Considering the same situation through the lens of a decision-maker sitting in an MNC HQ, if they only have a single dollar to invest, they will choose the most optimal return location by taking into consideration all the factors like ‘price attractiveness for technology’, ‘growth opportunity’, ‘government interference’, ‘ease of operations’, ‘insurance coverage’ et al. To sum up, India already has a very small med-tech market with practically minuscule innovation system; (only 15% of medical devices consumed are even Made in India much less innovated in India) and in conjunction with restrictive government rules and poor prices, we are further aggravating the situation. However, it’s not an impossible task to plug this.

Few suggestions to consider based on various factors highlighted above, include – an ncreased focus on strengthening the demand side equation of India’s healthcare ecosystem thereby making it attractive for both MNCs and domestic players to invest for attractive and competitive returns vis-a-vis other sectors like FinTech, FMCG, technology to name a few.

Bringing efficient metrics to evaluate government spending in healthcare. Irrespective of the size of our healthcare spending, we need to standardize how we spend whilst standardising what we buy.

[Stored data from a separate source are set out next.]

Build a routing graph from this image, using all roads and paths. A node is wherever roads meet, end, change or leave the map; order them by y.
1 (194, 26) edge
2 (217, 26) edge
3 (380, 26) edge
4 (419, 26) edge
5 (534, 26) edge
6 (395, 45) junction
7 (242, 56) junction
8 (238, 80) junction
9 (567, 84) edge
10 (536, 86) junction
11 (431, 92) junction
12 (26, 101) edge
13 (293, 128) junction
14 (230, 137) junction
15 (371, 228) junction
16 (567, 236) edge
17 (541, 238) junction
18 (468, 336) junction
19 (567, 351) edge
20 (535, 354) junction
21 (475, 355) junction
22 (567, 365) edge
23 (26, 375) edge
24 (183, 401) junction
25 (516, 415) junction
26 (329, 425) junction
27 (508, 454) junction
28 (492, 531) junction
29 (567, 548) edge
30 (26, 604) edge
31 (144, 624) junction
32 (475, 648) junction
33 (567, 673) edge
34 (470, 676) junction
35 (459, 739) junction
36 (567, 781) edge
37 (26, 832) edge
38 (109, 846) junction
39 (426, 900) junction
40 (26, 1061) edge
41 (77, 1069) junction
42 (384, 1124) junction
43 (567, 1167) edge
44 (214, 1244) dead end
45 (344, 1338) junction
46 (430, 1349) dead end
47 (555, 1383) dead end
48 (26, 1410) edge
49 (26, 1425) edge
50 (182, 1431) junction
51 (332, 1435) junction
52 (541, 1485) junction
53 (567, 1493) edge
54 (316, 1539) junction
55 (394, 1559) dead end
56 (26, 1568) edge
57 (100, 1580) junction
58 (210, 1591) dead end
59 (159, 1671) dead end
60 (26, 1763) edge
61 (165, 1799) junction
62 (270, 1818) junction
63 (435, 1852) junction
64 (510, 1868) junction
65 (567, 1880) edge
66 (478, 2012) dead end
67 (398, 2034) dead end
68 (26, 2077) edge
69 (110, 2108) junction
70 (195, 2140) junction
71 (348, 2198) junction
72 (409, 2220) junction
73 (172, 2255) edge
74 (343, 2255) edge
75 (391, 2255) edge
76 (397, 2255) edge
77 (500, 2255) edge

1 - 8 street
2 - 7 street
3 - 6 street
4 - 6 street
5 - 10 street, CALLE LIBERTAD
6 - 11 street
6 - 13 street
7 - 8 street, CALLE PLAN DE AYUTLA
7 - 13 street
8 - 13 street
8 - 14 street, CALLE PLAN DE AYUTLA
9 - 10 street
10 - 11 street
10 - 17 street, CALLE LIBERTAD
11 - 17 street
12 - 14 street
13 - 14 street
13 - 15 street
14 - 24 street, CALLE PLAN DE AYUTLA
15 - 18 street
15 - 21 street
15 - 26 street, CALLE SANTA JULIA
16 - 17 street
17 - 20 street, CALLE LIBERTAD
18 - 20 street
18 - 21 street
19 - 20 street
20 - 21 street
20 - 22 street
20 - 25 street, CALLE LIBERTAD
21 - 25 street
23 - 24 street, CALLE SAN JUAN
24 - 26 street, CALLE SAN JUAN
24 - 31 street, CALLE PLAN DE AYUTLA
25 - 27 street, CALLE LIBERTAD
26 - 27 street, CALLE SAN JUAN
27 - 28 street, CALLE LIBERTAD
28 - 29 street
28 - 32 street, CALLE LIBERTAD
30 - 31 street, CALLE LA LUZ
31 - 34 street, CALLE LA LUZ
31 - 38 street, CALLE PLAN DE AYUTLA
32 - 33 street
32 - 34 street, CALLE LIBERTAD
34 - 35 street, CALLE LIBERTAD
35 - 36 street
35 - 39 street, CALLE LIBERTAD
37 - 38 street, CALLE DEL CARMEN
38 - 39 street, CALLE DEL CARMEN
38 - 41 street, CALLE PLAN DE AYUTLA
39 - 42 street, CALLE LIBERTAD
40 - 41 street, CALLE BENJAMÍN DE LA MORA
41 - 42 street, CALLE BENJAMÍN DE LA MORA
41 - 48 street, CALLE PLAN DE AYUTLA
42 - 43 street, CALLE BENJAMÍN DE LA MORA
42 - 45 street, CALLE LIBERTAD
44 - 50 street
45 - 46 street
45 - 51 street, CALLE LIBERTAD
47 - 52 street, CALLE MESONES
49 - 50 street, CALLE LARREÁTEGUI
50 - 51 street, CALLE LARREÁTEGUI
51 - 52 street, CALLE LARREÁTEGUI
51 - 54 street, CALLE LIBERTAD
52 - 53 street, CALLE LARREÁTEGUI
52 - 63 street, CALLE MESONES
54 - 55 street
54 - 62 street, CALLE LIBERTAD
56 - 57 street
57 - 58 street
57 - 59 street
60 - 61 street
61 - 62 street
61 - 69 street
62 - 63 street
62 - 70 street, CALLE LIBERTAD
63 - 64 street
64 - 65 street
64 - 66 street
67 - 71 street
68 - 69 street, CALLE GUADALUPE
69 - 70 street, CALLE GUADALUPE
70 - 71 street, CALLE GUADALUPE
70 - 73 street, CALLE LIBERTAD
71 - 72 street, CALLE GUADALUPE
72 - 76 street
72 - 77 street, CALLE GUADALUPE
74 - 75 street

We need to move from the lowest cost to ‘the best outcomes for patients’ basis. This will offer economies of scale and transparency to med-tech players. This might require the eventual moving of healthcare as a legislative subject into the Centre’s ambit, away from the state list and into the concurrent list.

Actively facilitating a culture of innovation by establishing a supportive industry ecosystem with inputs from academia, research and government systems. The way to do this is innovation adoption by the government health system first which will ensure Indian innovators have a home in India first before looking at global markets.

Work on ensuring ease of doing business in India. The following solutions will benefit in this endeavour: single window approvals for regulatory clearances, as opposed to multiple government bodies involved in the due process before a license to operate, can be obtained.

One nodal officer for prompt resolution of bottlenecks working in tandem with the industry

Harmonisation of Indian standards and regulations with the rest of the world as opposed to creating a moat around India.

As critical as healthcare is for citizens and a country, it is also a complex subject from a policy perspective. In such a scenario, an attempt to improve access and standards of healthcare for patients through arbitrary or excessive measures is akin to trying to fit a square peg in a round hole. No amount of force or coercion can make it work, if anything, it could do more damage than good. So, the need of the hour is a careful, considered and collaborative approach between the government, med-tech players and other stakeholders to mould the industry in a way it benefits patients in the long run.

(The writer is Managing Director - India / South Asia, Becton Dickinson India Pvt Ltd Views are personal.)